▶ Dataset
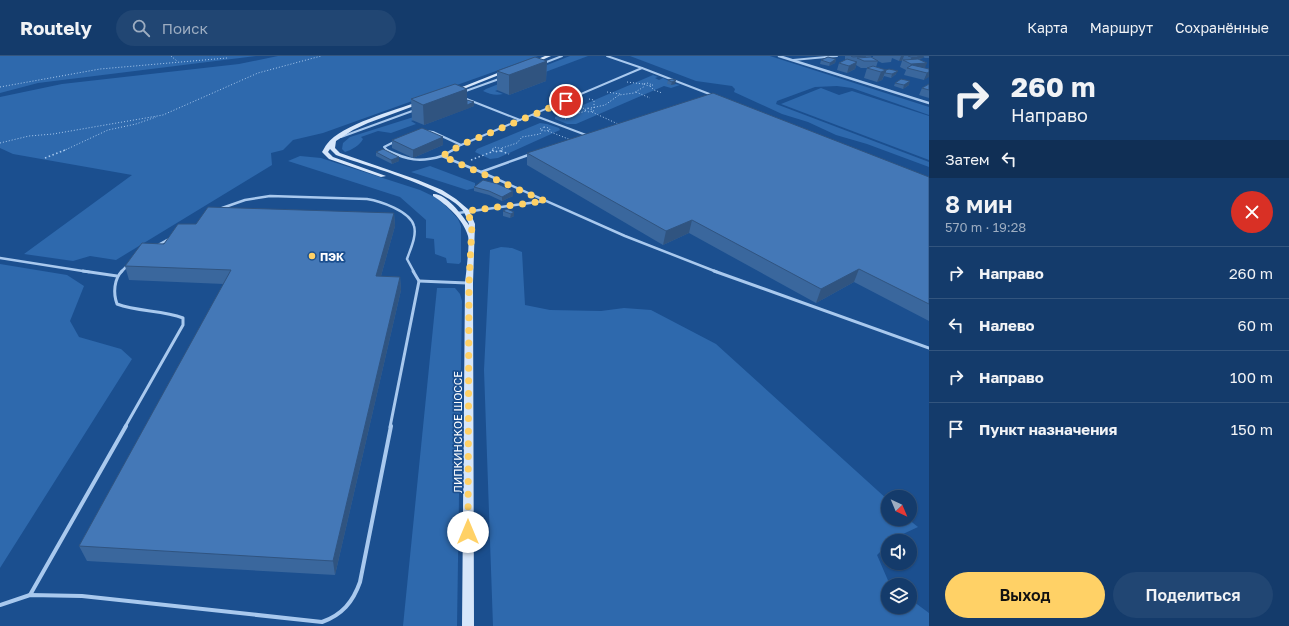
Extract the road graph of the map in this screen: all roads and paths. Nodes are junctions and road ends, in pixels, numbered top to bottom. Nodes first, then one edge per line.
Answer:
1 (171, 56) edge
2 (225, 56) edge
3 (321, 56) edge
4 (549, 56) edge
5 (562, 56) edge
6 (607, 56) edge
7 (779, 56) edge
8 (837, 56) edge
9 (793, 60) junction
10 (177, 62) junction
11 (526, 64) edge
12 (541, 64) edge
13 (642, 68) junction
14 (512, 70) edge
15 (505, 77) edge
16 (617, 79) junction
17 (644, 85) junction
18 (0, 87) edge
19 (595, 88) junction
20 (452, 92) edge
21 (636, 92) junction
22 (662, 93) dead end
23 (621, 94) junction
24 (457, 95) edge
25 (464, 98) edge
26 (650, 98) dead end
27 (705, 98) edge
28 (429, 100) edge
29 (929, 103) edge
30 (421, 108) edge
31 (591, 108) junction
32 (586, 112) junction
33 (592, 112) junction
34 (163, 115) junction
35 (533, 115) junction
36 (520, 120) junction
37 (557, 124) junction
38 (619, 125) edge
39 (549, 128) junction
40 (542, 130) junction
41 (548, 131) junction
42 (422, 132) edge
43 (592, 133) edge
44 (586, 135) junction
45 (334, 139) junction
46 (401, 139) edge
47 (572, 140) joint
48 (0, 143) edge
49 (461, 145) junction
50 (502, 148) junction
51 (326, 149) junction
52 (494, 151) junction
53 (538, 151) edge
54 (442, 156) junction
55 (46, 158) dead end
56 (347, 158) junction
57 (461, 164) junction
58 (481, 172) junction
59 (545, 201) junction
60 (467, 211) junction
61 (215, 212) edge
62 (458, 213) junction
63 (174, 236) edge
64 (472, 238) junction
65 (154, 248) edge
66 (0, 258) edge
67 (128, 265) edge
68 (117, 276) junction
69 (420, 281) junction
70 (469, 283) junction
71 (929, 348) edge
72 (30, 596) junction
73 (0, 605) edge
74 (468, 626) edge

1 - 10 path
2 - 10 path
3 - 34 path
4 - 11 street
5 - 12 lane
6 - 13 lane
7 - 9 street
8 - 9 lane
9 - 29 street
10 - 18 path
13 - 16 lane
13 - 27 lane
14 - 20 street
15 - 24 lane
16 - 17 path
16 - 19 lane
17 - 21 path
17 - 22 path
19 - 23 path
19 - 35 lane
21 - 23 path
21 - 26 path
23 - 31 path
25 - 36 lane
28 - 45 street
30 - 45 lane
31 - 32 path
31 - 33 path
32 - 33 path
32 - 37 path
33 - 38 path
34 - 48 path
34 - 55 path
35 - 36 lane
35 - 37 lane
36 - 49 lane
37 - 39 path
37 - 44 lane
39 - 40 path
39 - 41 path
40 - 41 path
40 - 50 path
41 - 47 path
42 - 49 lane
43 - 44 lane
44 - 47 lane
45 - 51 street
45 - 56 street
46 - 54 lane
49 - 54 lane
50 - 52 path
50 - 52 path
51 - 56 street
51 - 62 street
52 - 57 path
53 - 58 lane
54 - 57 lane
56 - 60 street
57 - 58 lane
58 - 59 lane
59 - 60 lane
59 - 71 lane
60 - 62 lane
60 - 64 street, ЛИПКИНСКОЕ ШОССЕ
61 - 69 lane
62 - 64 street
63 - 65 lane
64 - 70 street, ЛИПКИНСКОЕ ШОССЕ
66 - 68 lane
67 - 68 lane
68 - 72 lane
69 - 70 lane
69 - 72 lane
70 - 74 street, ЛИПКИНСКОЕ ШОССЕ
72 - 73 lane

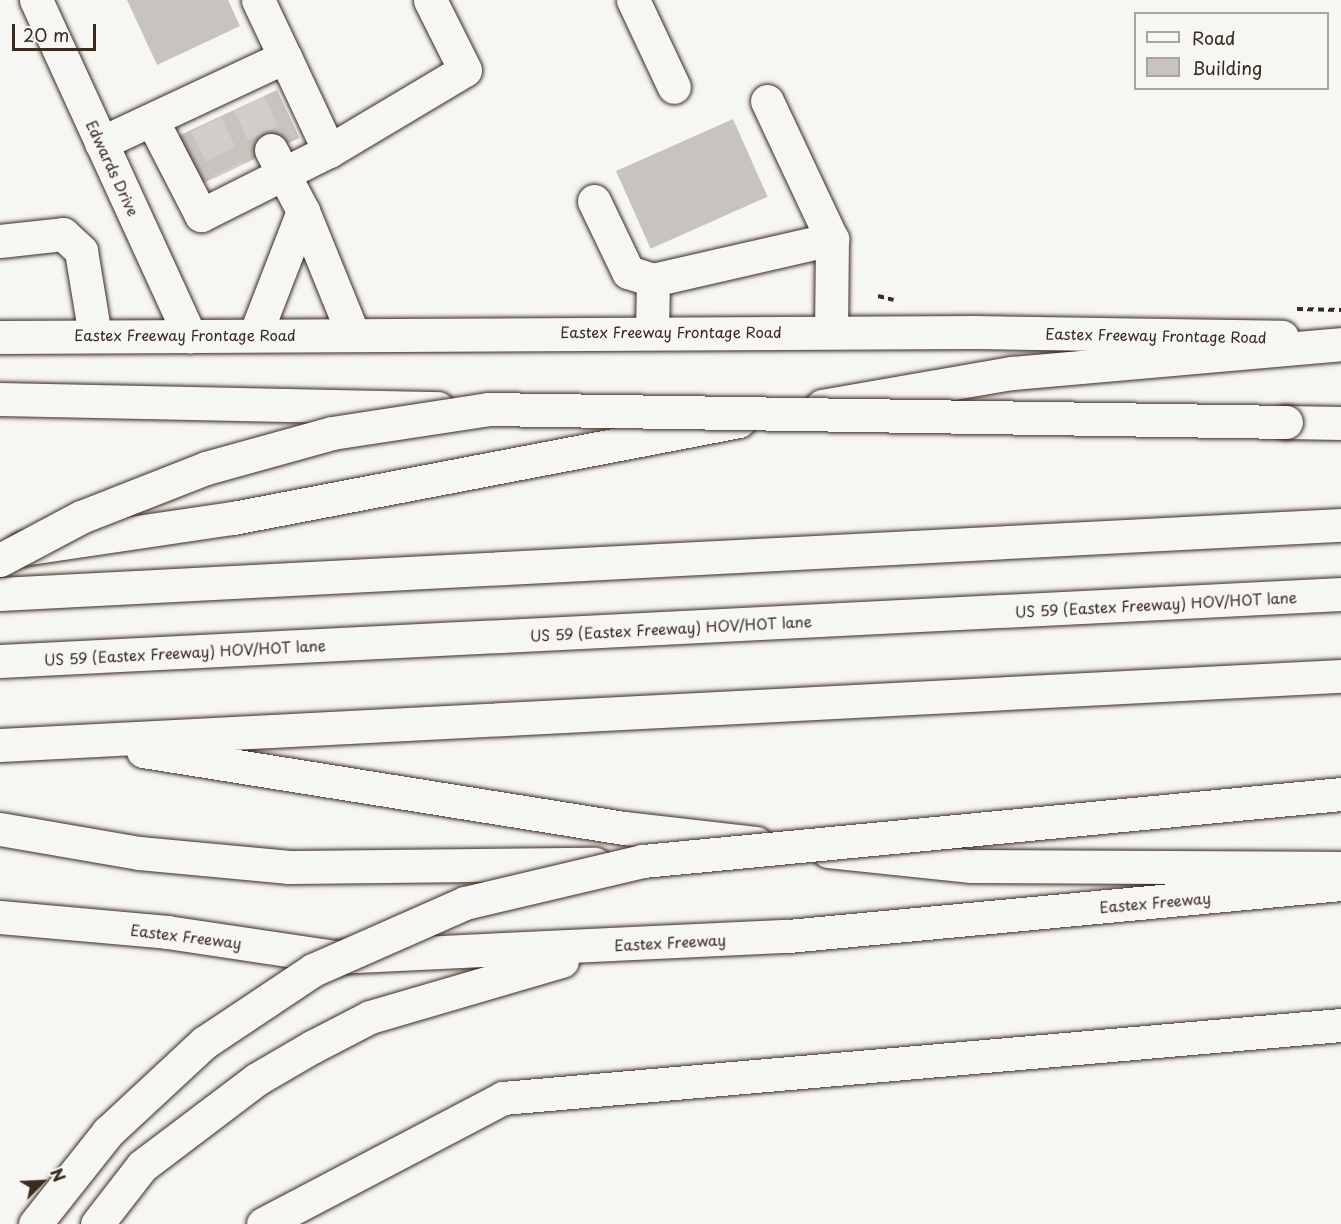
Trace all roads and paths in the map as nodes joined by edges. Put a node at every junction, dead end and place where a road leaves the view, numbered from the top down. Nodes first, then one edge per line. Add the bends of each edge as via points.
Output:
1 (36, 0) edge
2 (258, 0) edge
3 (430, 0) edge
4 (633, 0) edge
5 (285, 57) junction
6 (674, 87) dead end
7 (766, 101) dead end
8 (152, 120) junction
9 (101, 143) junction
10 (329, 151) junction
11 (277, 162) junction
12 (594, 201) dead end
13 (303, 212) junction
14 (832, 239) junction
15 (0, 241) edge
16 (653, 280) junction
17 (652, 332) junction
18 (831, 332) junction
19 (353, 334) junction
20 (255, 335) junction
21 (95, 336) junction
22 (190, 336) junction
23 (0, 337) edge
24 (1341, 338) edge
25 (1341, 344) edge
26 (0, 399) edge
27 (488, 409) junction
28 (1341, 423) edge
29 (1341, 525) edge
30 (0, 552) edge
31 (0, 560) edge
32 (0, 594) edge
33 (1341, 594) edge
34 (0, 661) edge
35 (1341, 676) edge
36 (79, 741) junction
37 (0, 745) edge
38 (1341, 794) edge
39 (0, 829) edge
40 (644, 861) junction
41 (1341, 868) edge
42 (1341, 884) edge
43 (0, 917) edge
44 (630, 944) junction
45 (1341, 1025) edge
46 (35, 1224) edge
47 (97, 1224) edge
48 (262, 1224) edge

1 - 9 main road, Edwards Drive
2 - 5 main road
3 - 10 main road via 465,70
4 - 6 main road
5 - 8 main road via 243,92 200,112
5 - 10 main road
7 - 14 main road
8 - 9 main road
8 - 11 main road via 201,215 235,183
9 - 22 main road, Edwards Drive
10 - 11 main road
11 - 13 main road
12 - 16 main road via 628,272
13 - 19 main road
13 - 20 main road
14 - 16 main road
14 - 18 main road
15 - 21 main road via 63,234 81,251
16 - 17 main road
17 - 18 main road, Eastex Freeway Frontage Road
17 - 19 main road, Eastex Freeway Frontage Road
18 - 24 main road, Eastex Freeway Frontage Road
19 - 20 main road, Eastex Freeway Frontage Road
20 - 22 main road, Eastex Freeway Frontage Road
21 - 22 main road, Eastex Freeway Frontage Road
21 - 23 main road, Eastex Freeway Frontage Road
25 - 30 main road via 1012,373 233,518
26 - 27 main road, bridge
27 - 28 main road, bridge
27 - 31 main road, bridge via 332,433 206,468 91,513
29 - 32 main road
33 - 34 main road, US 59 (Eastex Freeway) HOV/HOT lane
35 - 36 main road
36 - 37 main road
36 - 41 main road via 624,828 971,866
38 - 40 main road, bridge
39 - 40 main road, bridge via 139,853 289,867 473,868
40 - 46 main road, bridge via 465,903 378,937 286,986 158,1081 88,1154
42 - 44 main road, Eastex Freeway via 788,936
43 - 44 main road, Eastex Freeway via 166,932 335,957
44 - 47 main road via 458,987 370,1017 312,1047 257,1078 142,1166
45 - 48 main road via 503,1098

▶ Work request
Search the entries above for the string "ШОССЕ". Copy each line in which it appears.

▶ Exercise result
60 - 64 street, ЛИПКИНСКОЕ ШОССЕ
64 - 70 street, ЛИПКИНСКОЕ ШОССЕ
70 - 74 street, ЛИПКИНСКОЕ ШОССЕ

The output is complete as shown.